(Beginning of Records)

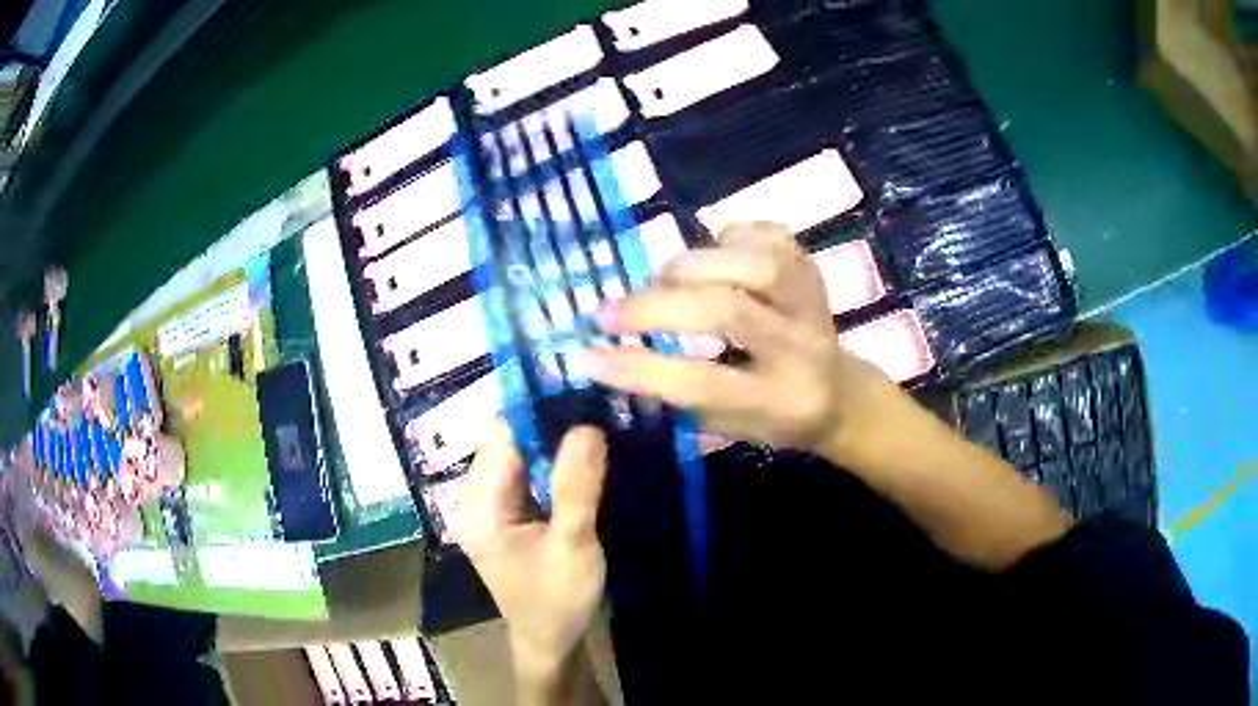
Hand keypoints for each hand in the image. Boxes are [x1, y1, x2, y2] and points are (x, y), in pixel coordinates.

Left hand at [456, 422, 608, 701]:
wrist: (552, 644)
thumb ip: (576, 487)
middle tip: (598, 403)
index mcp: (479, 504)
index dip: (538, 408)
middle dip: (550, 422)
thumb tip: (586, 424)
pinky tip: (586, 454)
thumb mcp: (572, 545)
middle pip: (510, 441)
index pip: (502, 434)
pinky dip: (555, 462)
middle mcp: (477, 498)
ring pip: (522, 456)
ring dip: (555, 441)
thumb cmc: (556, 600)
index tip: (582, 389)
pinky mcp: (510, 516)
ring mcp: (493, 507)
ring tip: (597, 421)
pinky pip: (531, 475)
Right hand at [586, 222, 902, 464]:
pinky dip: (728, 235)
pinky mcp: (812, 267)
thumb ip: (677, 392)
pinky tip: (711, 253)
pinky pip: (768, 234)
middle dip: (655, 307)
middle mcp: (801, 347)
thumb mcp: (728, 423)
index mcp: (779, 401)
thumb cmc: (775, 417)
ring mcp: (812, 300)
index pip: (702, 383)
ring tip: (664, 279)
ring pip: (753, 263)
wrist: (840, 393)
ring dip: (691, 265)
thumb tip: (606, 354)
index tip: (585, 357)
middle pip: (727, 311)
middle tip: (608, 311)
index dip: (639, 369)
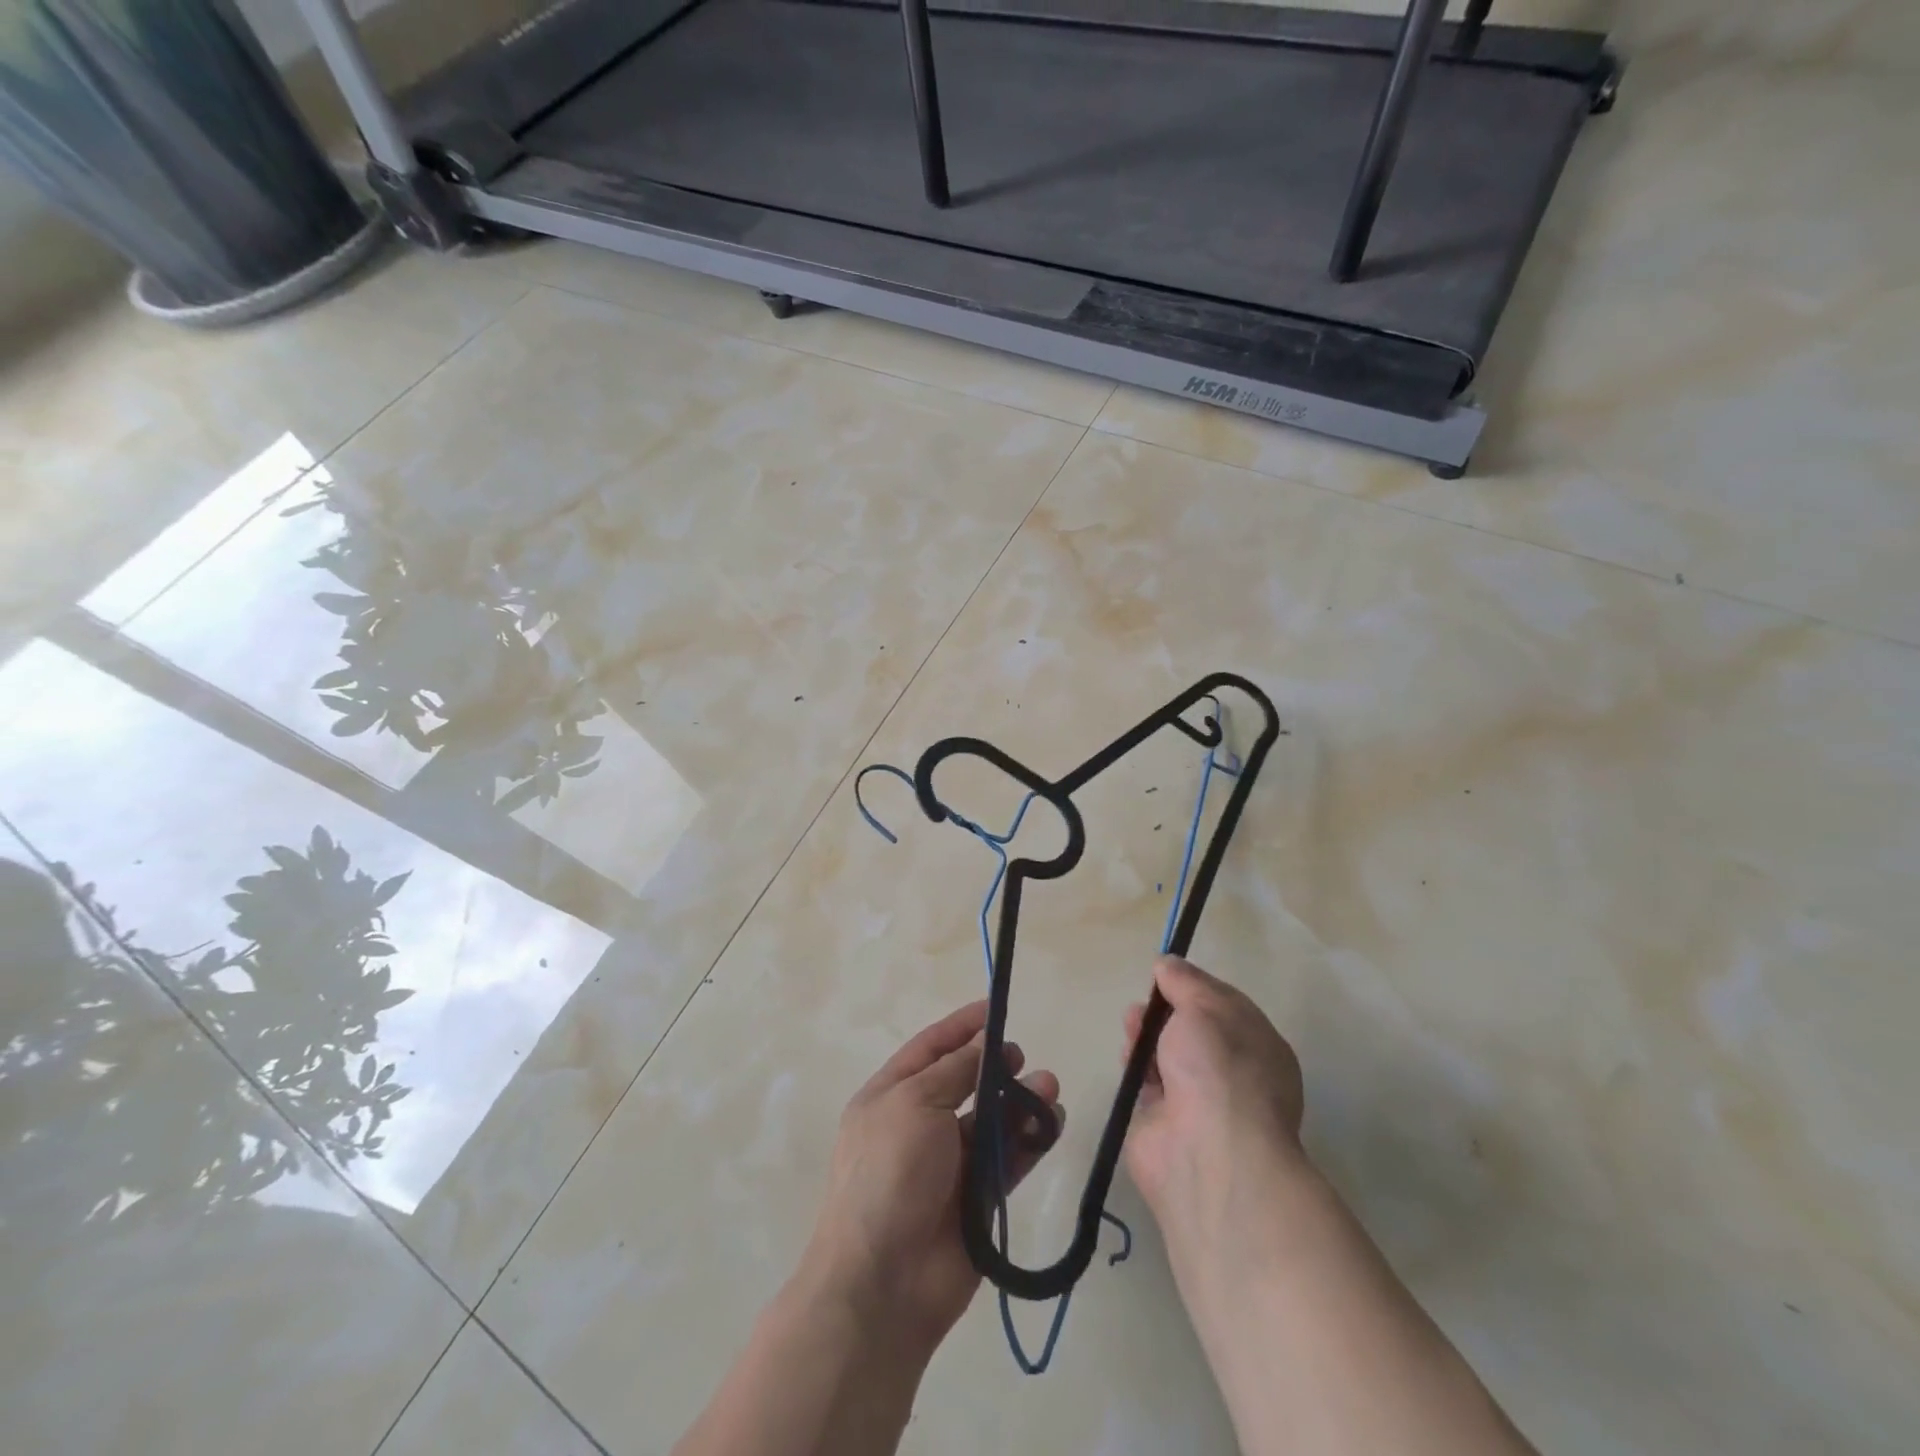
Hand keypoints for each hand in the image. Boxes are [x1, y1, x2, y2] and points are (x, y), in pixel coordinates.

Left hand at [802, 1000, 1061, 1351]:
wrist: (884, 1282)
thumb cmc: (889, 1173)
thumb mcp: (915, 1103)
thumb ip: (955, 1070)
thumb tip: (983, 1041)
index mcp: (890, 1097)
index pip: (930, 1049)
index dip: (962, 1027)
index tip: (995, 1007)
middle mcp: (918, 1125)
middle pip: (964, 1083)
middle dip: (996, 1066)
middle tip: (1023, 1057)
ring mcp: (948, 1165)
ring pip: (992, 1121)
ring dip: (1020, 1102)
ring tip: (1049, 1088)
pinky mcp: (978, 1201)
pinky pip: (1008, 1160)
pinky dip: (1029, 1140)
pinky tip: (1051, 1123)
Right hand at [1121, 956, 1307, 1248]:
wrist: (1209, 1152)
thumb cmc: (1219, 1068)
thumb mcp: (1205, 1006)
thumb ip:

(End of Records)

**Your assignment**
From the first line to the last, retype the data above exactly, but not its images.

**Solution to the exercise**
Hand keypoints for each hand in the image. Boxes are [x1, y1, x2, y2] and points are (x, y), in pixel coordinates.

Left hand at [456, 422, 608, 701]:
wrist: (552, 644)
thumb ip: (576, 487)
middle tip: (598, 403)
index mcp: (479, 504)
index dip: (538, 408)
middle dip: (550, 422)
thumb tip: (586, 424)
pinky tip: (586, 454)
thumb mcp: (572, 545)
middle pip: (510, 441)
index pip: (502, 434)
pinky dip: (555, 462)
middle mcp: (477, 498)
ring pip: (522, 456)
ring dip: (555, 441)
thumb cmc: (556, 600)
index tip: (582, 389)
pinky mcp: (510, 516)
ring mcp: (493, 507)
ring tip: (597, 421)
pinky pip: (531, 475)
Right hand at [586, 222, 902, 464]:
pinky dip: (728, 235)
pinky mcp: (812, 267)
thumb ip: (677, 392)
pinky tip: (711, 253)
pinky pip: (768, 234)
middle dip: (655, 307)
middle mcp: (801, 347)
thumb mcp: (728, 423)
index mcp: (779, 401)
thumb cmc: (775, 417)
ring mcp: (812, 300)
index pip: (702, 383)
ring tip: (664, 279)
ring pip: (753, 263)
wrist: (840, 393)
ring dip: (691, 265)
thumb tip: (606, 354)
index tip: (585, 357)
middle pip: (727, 311)
middle tip: (608, 311)
index dip: (639, 369)
Hand keypoints for each hand in the image. Boxes are [x1, y1, x2, y2] and points are (x, y), in pixel coordinates.

Left hand at [802, 1000, 1061, 1351]:
wrist: (884, 1282)
thumb cmc: (889, 1173)
thumb mcp: (915, 1103)
thumb ip: (955, 1070)
thumb tip: (983, 1041)
index mcp: (890, 1097)
index pip: (930, 1049)
index dip: (962, 1027)
index tip: (995, 1007)
middle mcp: (918, 1125)
middle pip: (964, 1083)
middle dip: (996, 1066)
middle tip: (1023, 1057)
ring mcp: (948, 1165)
ring pip: (992, 1121)
ring dip: (1020, 1102)
ring tip: (1049, 1088)
pinky mcp: (978, 1201)
pinky pip: (1008, 1160)
pinky dip: (1029, 1140)
pinky tip: (1051, 1123)
Right hand at [1121, 956, 1307, 1248]:
wrist: (1209, 1152)
thumb cmc: (1219, 1068)
thumb mcp: (1205, 1006)
thumb ip:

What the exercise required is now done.